NOTE D - COMPREHENSIVE INCOME

The components of comprehensive income for the first quarter of 2001 and 2000
are as follows:



(Dollars in thousands)
                                             FIRST QUARTER ENDED
                                             ------------------
                                             MARCH 31,  APRIL 1,
                                               2001      2000
                                             -------    -------
                                                  
Net income                                   $   696    $ 4,698
Foreign currency translation adjustments          18       (142)
Loss on derivative instruments, net of tax      (410)      --
                                             -------    -------
Comprehensive income                         $   304    $ 4,556
                                             =======    =======


The components of accumulated other comprehensive loss, at March 31, 2001,
December 30, 2000 and April 1, 2000 are as follows:



(Dollars in thousands)
                                        MARCH 31,    DECEMBER 30,  APRIL 1,
                                         2001           2000         2000
                                        -----          -----        -----
                                                           
Foreign currency translation            $(512)         $(530)       $(465)
  adjustments
Minimum pension liability adjustment      (43)           (43)         (57)
Accumulated derivative losses            (410)          --           --
                                        -----          -----        -----
Accumulated other comprehensive
  loss                                  $(965)         $(573)       $(522)
                                        =====          =====        =====









                                       7
   8


THE LAMSON & SESSIONS CO. AND SUBSIDIARIES

NOTE E - EARNINGS PER SHARE CALCULATION

The following table sets forth the computation of basic and diluted earnings per
share:



(In thousands, except per share amounts)
                                                                FIRST QUARTER ENDED
                                                               ---------------------
                                                                2001          2000
                                                               -------       -------
                                                                       
BASIC EARNINGS-PER-SHARE COMPUTATION
Net Income                                                     $   696       $ 4,698
                                                               =======       =======
Average Common Shares Outstanding                               13,716        13,459
                                                               =======       =======
Basic Earnings Per Share                                       $  0.05       $  0.35
                                                               =======       =======
DILUTED EARNINGS-PER-SHARE COMPUTATION
Net Income                                                     $   696       $ 4,698
                                                               =======       =======
Basic Shares Outstanding                                        13,716        13,459

Stock Options Calculated Under the Treasury Stock Method           372           138
                                                               -------       -------
Total Shares                                                    14,088        13,597
                                                               =======       =======
Diluted Earnings Per Share                                     $  0.05       $  0.35
                                                               =======       =======


                                       8
   9

THE LAMSON & SESSIONS CO. AND SUBSIDIARIES

NOTE F - DERIVATIVES AND HEDGING

Effective as of December 31, 2000, the Company adopted Statement of Financial
Accounting Standards No. (SFAS) 133, "Accounting for Derivative Instruments and
Hedging Activities" which was issued in June, 1998 by the Financial Accounting
Standards Board (FASB), as amended by SFAS 137, "Accounting for Derivative
Instruments and Hedging Activities - Deferral of Effective Date of SFAS 133" and
SFAS 138, "Accounting for Certain Derivative Instruments and Certain Hedging
Activities".

As a result of the adoption of SFAS 133, the Company is required to recognize
all derivative financial instruments as either assets or liabilities at fair
value.
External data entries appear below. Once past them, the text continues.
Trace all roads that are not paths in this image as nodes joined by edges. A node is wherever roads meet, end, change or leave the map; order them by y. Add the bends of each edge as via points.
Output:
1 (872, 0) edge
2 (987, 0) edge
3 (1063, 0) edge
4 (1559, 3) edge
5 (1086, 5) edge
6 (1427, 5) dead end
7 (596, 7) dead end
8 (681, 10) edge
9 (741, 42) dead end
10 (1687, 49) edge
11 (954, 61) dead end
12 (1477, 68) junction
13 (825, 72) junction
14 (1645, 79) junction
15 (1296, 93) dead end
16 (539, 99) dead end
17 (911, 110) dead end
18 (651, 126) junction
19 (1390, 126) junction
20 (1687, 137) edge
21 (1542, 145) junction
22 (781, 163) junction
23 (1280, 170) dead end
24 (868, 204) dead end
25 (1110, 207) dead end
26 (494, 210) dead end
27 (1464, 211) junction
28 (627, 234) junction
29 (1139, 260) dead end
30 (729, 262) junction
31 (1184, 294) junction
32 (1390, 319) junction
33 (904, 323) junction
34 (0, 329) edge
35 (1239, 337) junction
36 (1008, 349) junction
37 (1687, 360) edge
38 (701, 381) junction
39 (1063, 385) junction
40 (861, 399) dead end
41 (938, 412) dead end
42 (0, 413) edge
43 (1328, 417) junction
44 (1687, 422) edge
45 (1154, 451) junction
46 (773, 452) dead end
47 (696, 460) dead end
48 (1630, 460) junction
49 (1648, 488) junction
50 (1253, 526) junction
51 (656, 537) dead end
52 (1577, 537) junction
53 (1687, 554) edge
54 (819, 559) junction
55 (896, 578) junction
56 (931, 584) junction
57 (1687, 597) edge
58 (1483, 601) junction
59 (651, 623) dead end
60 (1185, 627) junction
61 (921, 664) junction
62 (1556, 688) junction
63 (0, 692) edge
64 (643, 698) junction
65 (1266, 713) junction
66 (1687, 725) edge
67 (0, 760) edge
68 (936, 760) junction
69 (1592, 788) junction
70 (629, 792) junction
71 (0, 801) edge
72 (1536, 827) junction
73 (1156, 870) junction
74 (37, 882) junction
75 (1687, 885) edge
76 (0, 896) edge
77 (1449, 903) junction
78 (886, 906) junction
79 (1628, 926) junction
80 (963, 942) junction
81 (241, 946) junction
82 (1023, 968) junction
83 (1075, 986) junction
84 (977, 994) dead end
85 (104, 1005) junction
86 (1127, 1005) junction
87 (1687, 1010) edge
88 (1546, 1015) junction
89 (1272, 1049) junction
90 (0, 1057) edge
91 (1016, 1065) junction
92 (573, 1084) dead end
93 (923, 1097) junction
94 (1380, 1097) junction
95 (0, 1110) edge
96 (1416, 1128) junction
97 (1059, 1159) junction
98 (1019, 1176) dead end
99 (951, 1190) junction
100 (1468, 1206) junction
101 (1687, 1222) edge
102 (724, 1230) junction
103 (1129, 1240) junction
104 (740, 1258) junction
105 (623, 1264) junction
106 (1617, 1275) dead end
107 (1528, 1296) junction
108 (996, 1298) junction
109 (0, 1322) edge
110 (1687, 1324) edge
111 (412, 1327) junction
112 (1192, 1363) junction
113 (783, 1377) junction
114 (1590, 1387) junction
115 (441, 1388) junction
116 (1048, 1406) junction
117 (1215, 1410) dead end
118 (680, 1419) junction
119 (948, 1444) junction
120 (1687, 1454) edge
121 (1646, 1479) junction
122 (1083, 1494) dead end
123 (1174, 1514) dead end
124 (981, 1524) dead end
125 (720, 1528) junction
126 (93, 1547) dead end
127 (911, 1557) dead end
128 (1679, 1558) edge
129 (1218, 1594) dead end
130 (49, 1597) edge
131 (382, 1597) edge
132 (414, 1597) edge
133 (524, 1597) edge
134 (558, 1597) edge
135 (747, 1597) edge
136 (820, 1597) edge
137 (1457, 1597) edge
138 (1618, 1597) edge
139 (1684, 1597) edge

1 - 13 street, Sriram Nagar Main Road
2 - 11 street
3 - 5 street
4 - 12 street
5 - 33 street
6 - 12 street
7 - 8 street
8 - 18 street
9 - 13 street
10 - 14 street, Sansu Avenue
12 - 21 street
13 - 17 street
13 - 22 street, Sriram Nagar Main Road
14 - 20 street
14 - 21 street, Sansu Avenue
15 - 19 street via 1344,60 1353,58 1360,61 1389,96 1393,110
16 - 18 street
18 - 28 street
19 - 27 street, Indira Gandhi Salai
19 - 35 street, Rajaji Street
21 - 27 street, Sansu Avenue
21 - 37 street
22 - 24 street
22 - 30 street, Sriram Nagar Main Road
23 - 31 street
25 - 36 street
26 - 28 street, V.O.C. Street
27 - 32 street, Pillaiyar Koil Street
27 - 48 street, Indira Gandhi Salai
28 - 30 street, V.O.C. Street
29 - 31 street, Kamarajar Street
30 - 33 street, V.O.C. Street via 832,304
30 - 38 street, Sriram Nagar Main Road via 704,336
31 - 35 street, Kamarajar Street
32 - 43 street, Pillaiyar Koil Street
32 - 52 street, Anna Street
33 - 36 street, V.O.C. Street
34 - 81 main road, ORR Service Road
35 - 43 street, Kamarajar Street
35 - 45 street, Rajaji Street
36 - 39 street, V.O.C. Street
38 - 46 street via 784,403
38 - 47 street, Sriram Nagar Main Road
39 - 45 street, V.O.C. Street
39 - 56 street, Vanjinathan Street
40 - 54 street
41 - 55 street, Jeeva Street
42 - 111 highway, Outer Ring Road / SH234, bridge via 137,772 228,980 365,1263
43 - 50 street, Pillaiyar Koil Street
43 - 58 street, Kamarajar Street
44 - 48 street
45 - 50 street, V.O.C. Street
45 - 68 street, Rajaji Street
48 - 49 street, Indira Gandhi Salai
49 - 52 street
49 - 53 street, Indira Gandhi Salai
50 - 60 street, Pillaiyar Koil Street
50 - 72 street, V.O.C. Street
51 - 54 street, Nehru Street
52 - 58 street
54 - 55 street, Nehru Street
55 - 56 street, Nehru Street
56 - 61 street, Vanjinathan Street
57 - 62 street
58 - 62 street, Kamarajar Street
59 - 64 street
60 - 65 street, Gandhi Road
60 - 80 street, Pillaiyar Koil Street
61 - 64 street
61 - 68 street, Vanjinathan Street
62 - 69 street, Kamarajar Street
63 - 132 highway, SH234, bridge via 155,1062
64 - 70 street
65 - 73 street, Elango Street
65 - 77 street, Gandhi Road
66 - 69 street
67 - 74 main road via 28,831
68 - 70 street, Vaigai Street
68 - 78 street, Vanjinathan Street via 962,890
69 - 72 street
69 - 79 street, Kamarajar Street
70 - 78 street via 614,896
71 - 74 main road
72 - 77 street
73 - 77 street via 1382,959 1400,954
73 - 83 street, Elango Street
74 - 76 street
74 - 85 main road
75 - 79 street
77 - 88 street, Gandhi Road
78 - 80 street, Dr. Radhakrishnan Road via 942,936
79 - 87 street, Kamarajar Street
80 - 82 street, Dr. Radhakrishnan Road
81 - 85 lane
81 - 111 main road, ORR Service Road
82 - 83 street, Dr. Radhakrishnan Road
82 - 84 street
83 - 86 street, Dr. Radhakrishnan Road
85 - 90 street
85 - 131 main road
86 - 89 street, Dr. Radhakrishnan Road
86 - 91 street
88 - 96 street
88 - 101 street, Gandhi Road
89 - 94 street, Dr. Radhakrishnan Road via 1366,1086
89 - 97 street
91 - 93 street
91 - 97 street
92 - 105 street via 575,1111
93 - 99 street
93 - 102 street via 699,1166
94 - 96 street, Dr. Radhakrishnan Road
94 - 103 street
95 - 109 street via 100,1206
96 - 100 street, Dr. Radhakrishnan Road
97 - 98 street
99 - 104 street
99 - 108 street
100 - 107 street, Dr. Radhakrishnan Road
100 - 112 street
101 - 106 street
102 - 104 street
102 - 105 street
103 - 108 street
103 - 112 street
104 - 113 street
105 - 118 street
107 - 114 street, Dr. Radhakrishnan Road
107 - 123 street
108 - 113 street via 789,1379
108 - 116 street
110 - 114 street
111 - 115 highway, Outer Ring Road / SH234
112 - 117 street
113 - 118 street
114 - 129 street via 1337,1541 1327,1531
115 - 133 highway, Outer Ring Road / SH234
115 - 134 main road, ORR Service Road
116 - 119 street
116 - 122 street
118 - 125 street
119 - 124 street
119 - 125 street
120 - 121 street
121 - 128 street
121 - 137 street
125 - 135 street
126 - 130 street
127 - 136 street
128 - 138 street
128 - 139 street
Derivative instruments that are not hedges must be adjusted to fair value
through net income. Under the provisions of SFAS 133, changes in the fair value
of derivative instruments that are classified as fair value hedges are offset
against changes in the fair value of the hedged assets, liabilities, or firm
commitments, through net income. Changes in the fair value of derivative
instruments that are classified as cash flow hedges are recognized in other
comprehensive income until such time as the hedged items are recognized in net
income. The ineffective portions of a derivative instrument's change in fair
value are immediately recognized in net income.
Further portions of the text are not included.